(Data to examine begins)

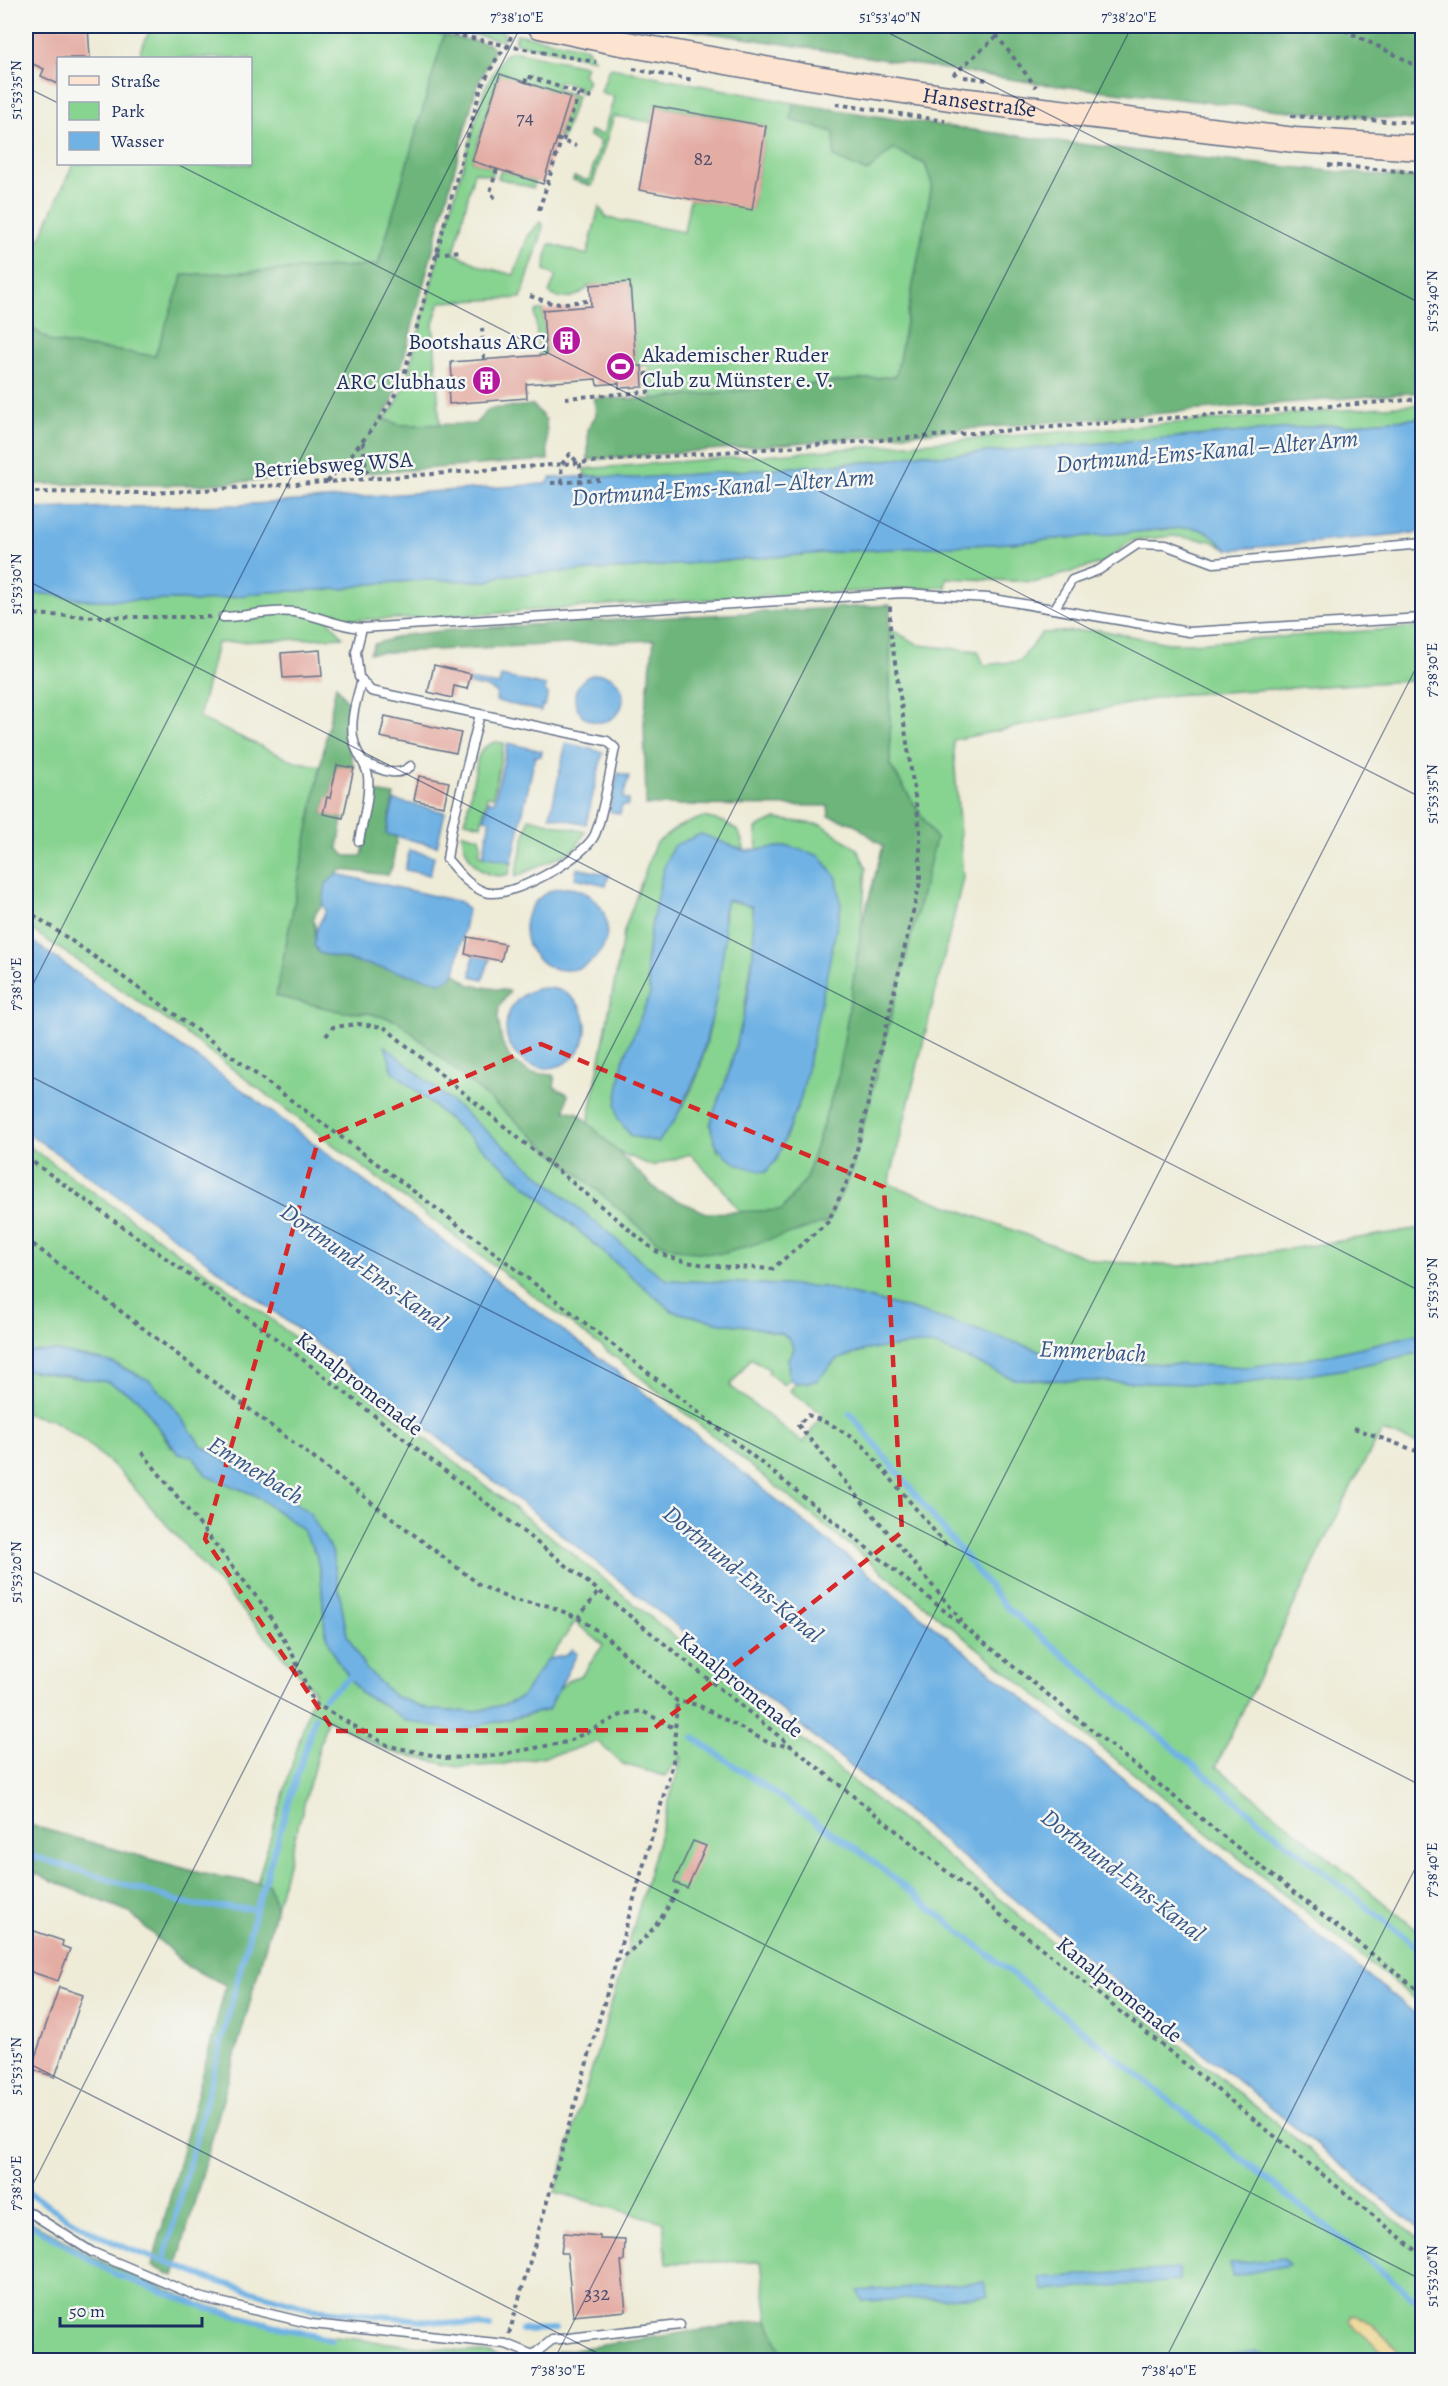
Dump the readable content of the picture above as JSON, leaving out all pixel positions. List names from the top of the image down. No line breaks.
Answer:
{"streets":{"main road":["Hansestraße"],"path":["Betriebsweg WSA","Kanalpromenade"]},"water":["Dortmund-Ems-Kanal – Alter Arm","Dortmund-Ems-Kanal","Emmerbach"],"places":{"building":["Bootshaus ARC","ARC Clubhaus"],"sports":["Akademischer Ruder Club zu Münster e. V."]},"house_numbers":["74","82","332"],"legend":["Straße","Park","Wasser"],"scale_bar":"50 m","coordinates":["7°38'10\"E","51°53'40\"N","7°38'20\"E","51°53'35\"N","51°53'30\"N","7°38'30\"E","51°53'20\"N","7°38'40\"E","51°53'15\"N"]}
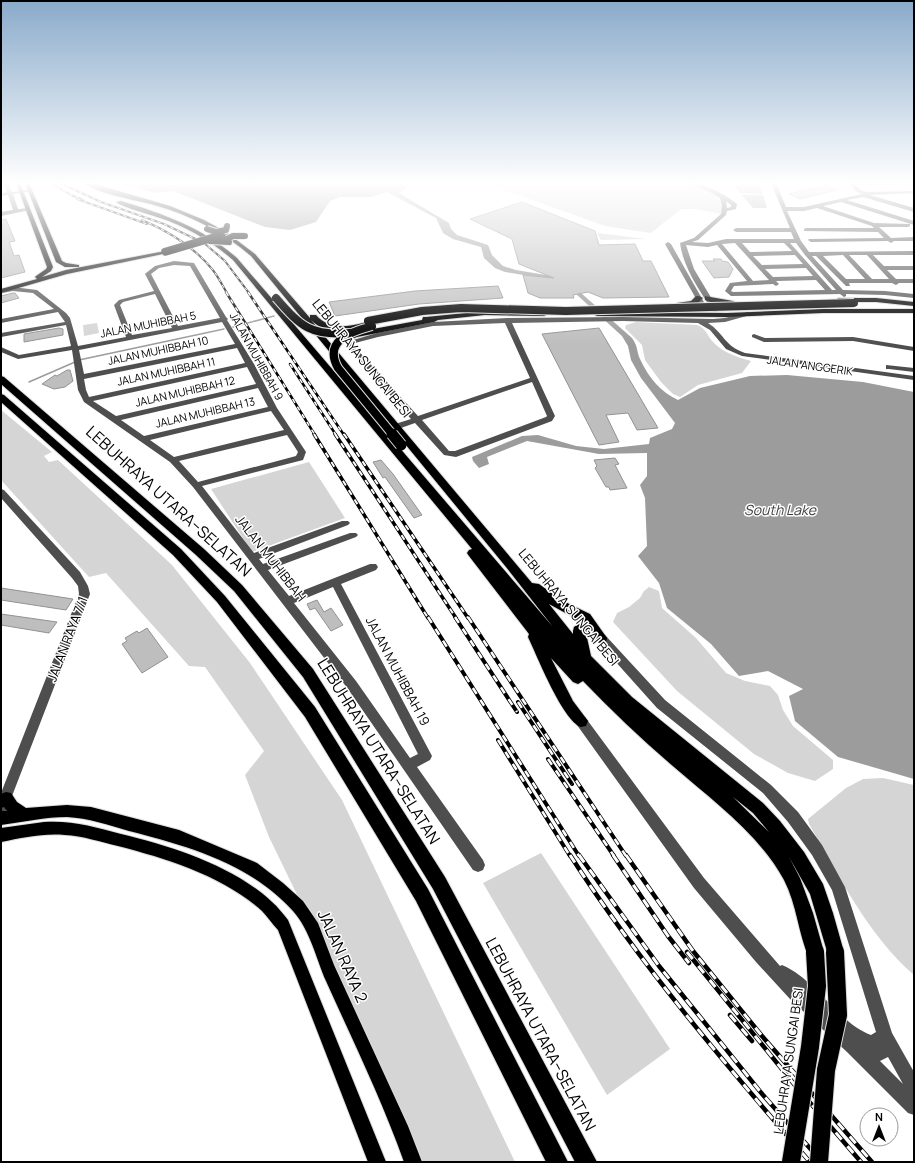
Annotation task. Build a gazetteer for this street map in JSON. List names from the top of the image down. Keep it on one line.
{"streets":{"highway":["LEBUHRAYA SUNGAI BESI","LEBUHRAYA UTARA–SELATAN"],"main road":["JALAN RAYA 2"],"street":["JALAN MUHIBBAH 5","JALAN MUHIBBAH 10","JALAN MUHIBBAH 9","JALAN ANGGERIK","JALAN MUHIBBAH 11","JALAN MUHIBBAH 12","JALAN MUHIBBAH 13","JALAN MUHIBBAH","JALAN RAYA 7/1","JALAN MUHIBBAH 19"]},"crossings":[["JALAN MUHIBBAH 5","JALAN MUHIBBAH 9"],["JALAN MUHIBBAH 10","JALAN MUHIBBAH 9"],["JALAN MUHIBBAH 9","JALAN MUHIBBAH 11"],["JALAN MUHIBBAH 9","JALAN MUHIBBAH 12"],["JALAN MUHIBBAH 9","JALAN MUHIBBAH 13"],["JALAN MUHIBBAH 9","JALAN MUHIBBAH"],["JALAN MUHIBBAH 11","JALAN MUHIBBAH"],["JALAN MUHIBBAH 12","JALAN MUHIBBAH"],["JALAN MUHIBBAH 13","JALAN MUHIBBAH"],["JALAN MUHIBBAH","JALAN MUHIBBAH 19"]],"water":["South Lake"],"north":"top"}
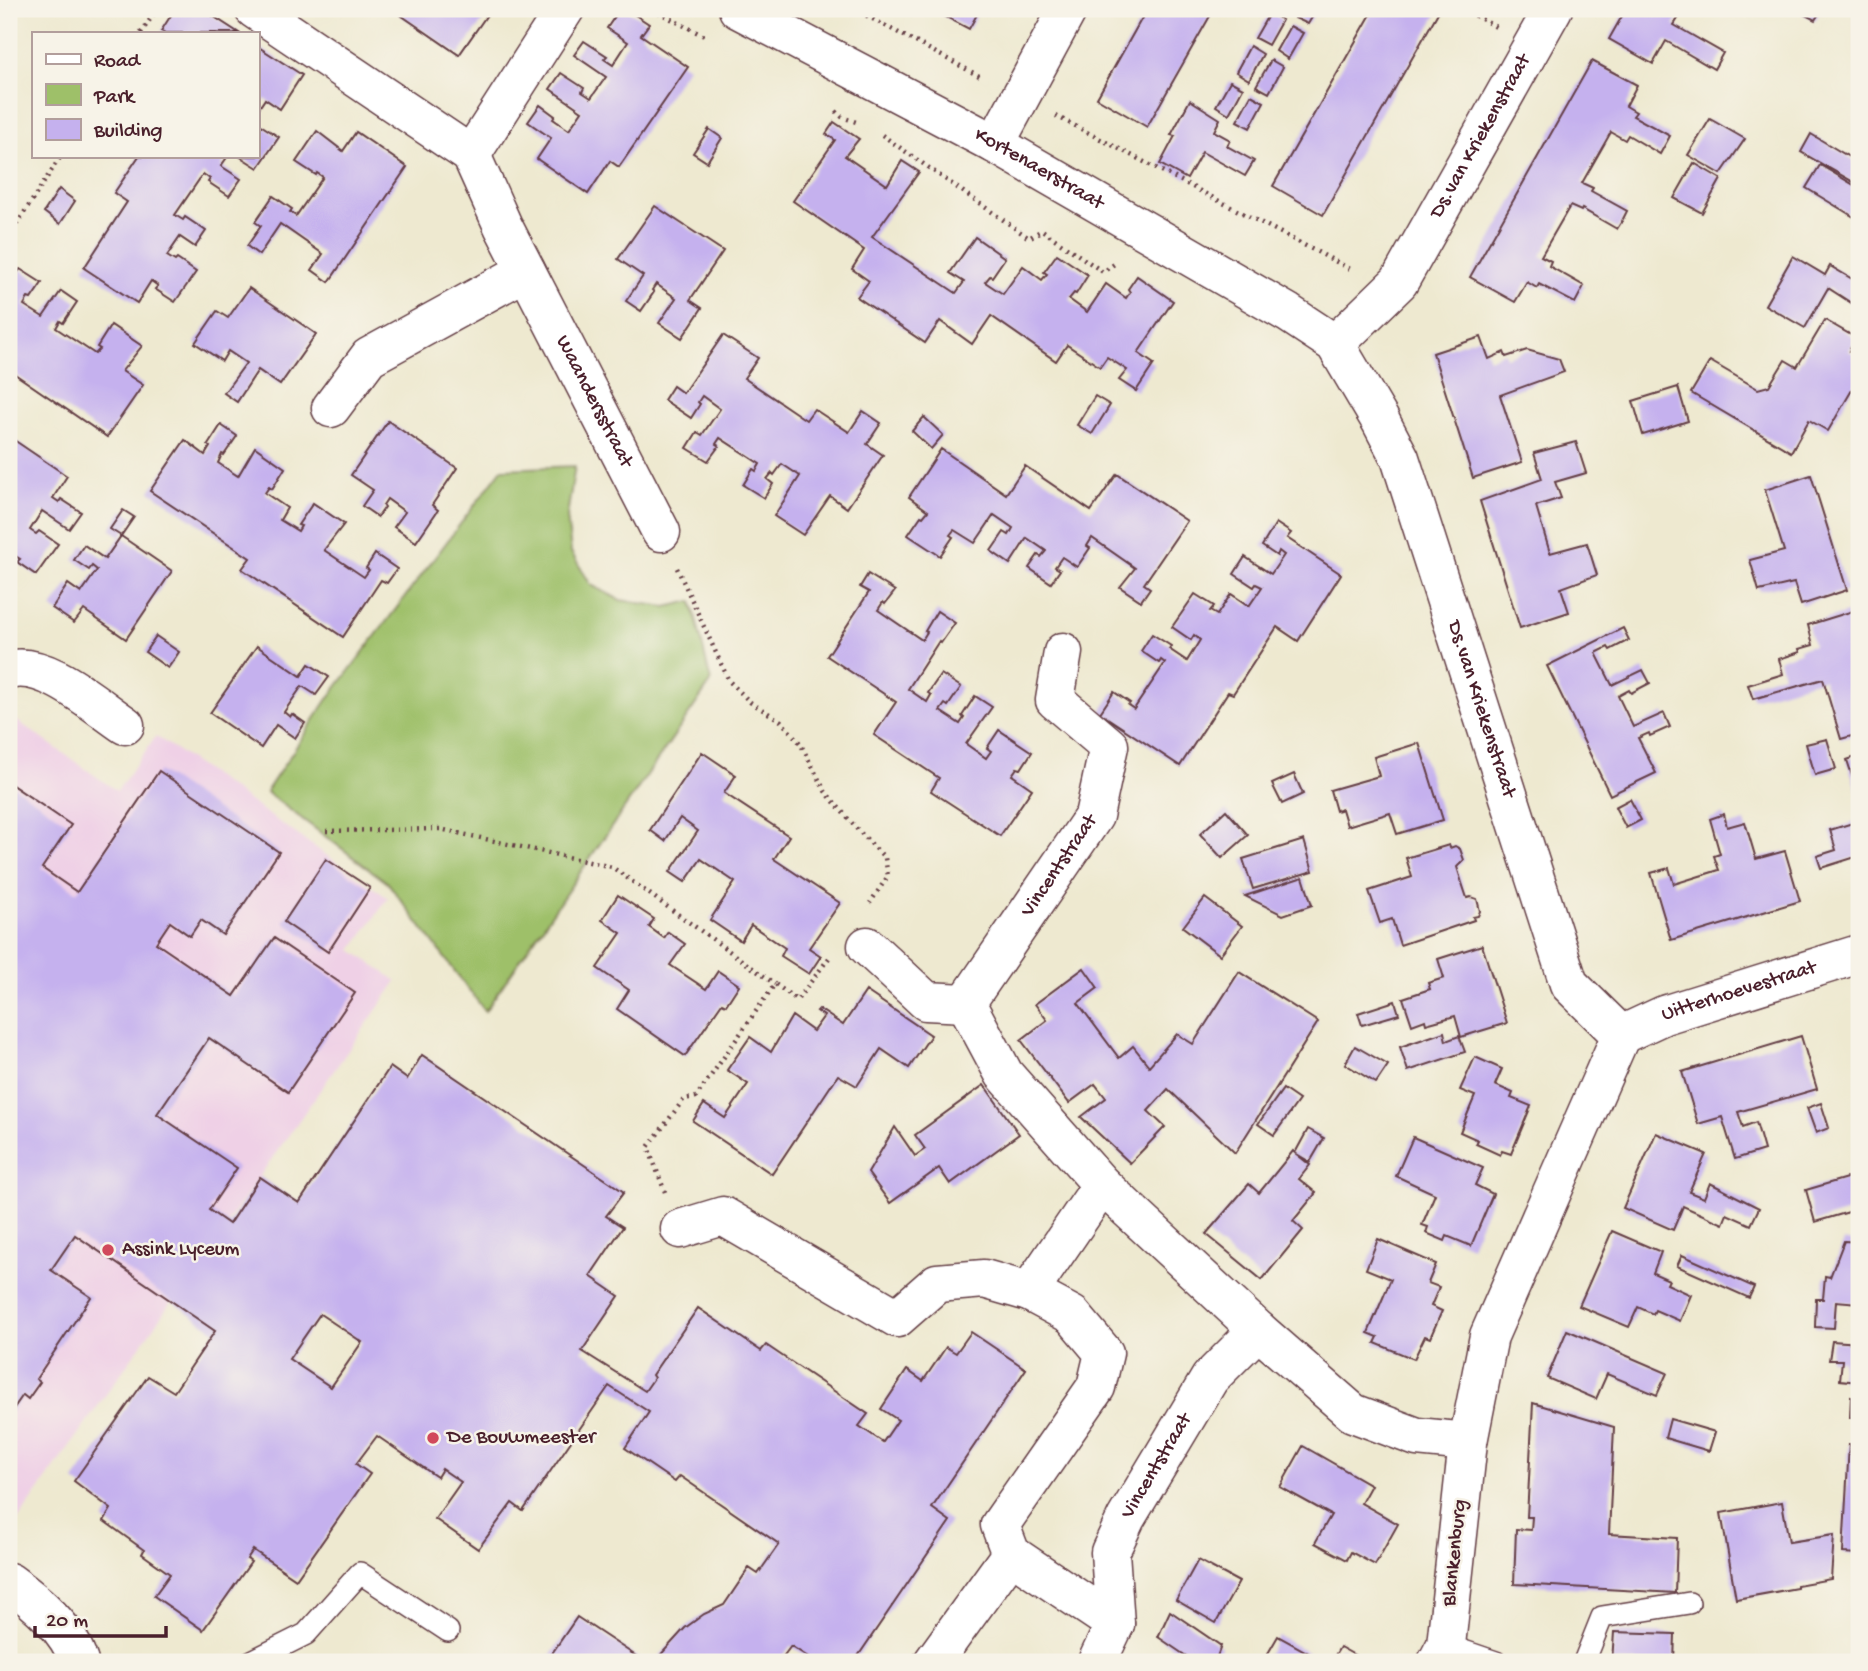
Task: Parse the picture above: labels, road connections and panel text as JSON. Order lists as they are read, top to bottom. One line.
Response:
{"streets":{"street":["Ds.van Kriekenstraat","Kortenaerstraat","Waandersstraat","Vincentstraat","Uitterhoevestraat","Blankenburg"]},"crossings":[["Ds.van Kriekenstraat","Kortenaerstraat"],["Ds.van Kriekenstraat","Uitterhoevestraat"]],"places":["Assink Lyceum","De Bouwmeester"],"legend":["Road","Park","Building"],"scale_bar":"20 m"}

(Data to examine ends)

_Problem_. The answer consists of the line holding "Task: Parse the" and every line after it up to the end of the records, word for word.

_Response area_.
Task: Parse the picture above: labels, road connections and panel text as JSON. Order lists as they are read, top to bottom. One line.
Response:
{"streets":{"street":["Ds.van Kriekenstraat","Kortenaerstraat","Waandersstraat","Vincentstraat","Uitterhoevestraat","Blankenburg"]},"crossings":[["Ds.van Kriekenstraat","Kortenaerstraat"],["Ds.van Kriekenstraat","Uitterhoevestraat"]],"places":["Assink Lyceum","De Bouwmeester"],"legend":["Road","Park","Building"],"scale_bar":"20 m"}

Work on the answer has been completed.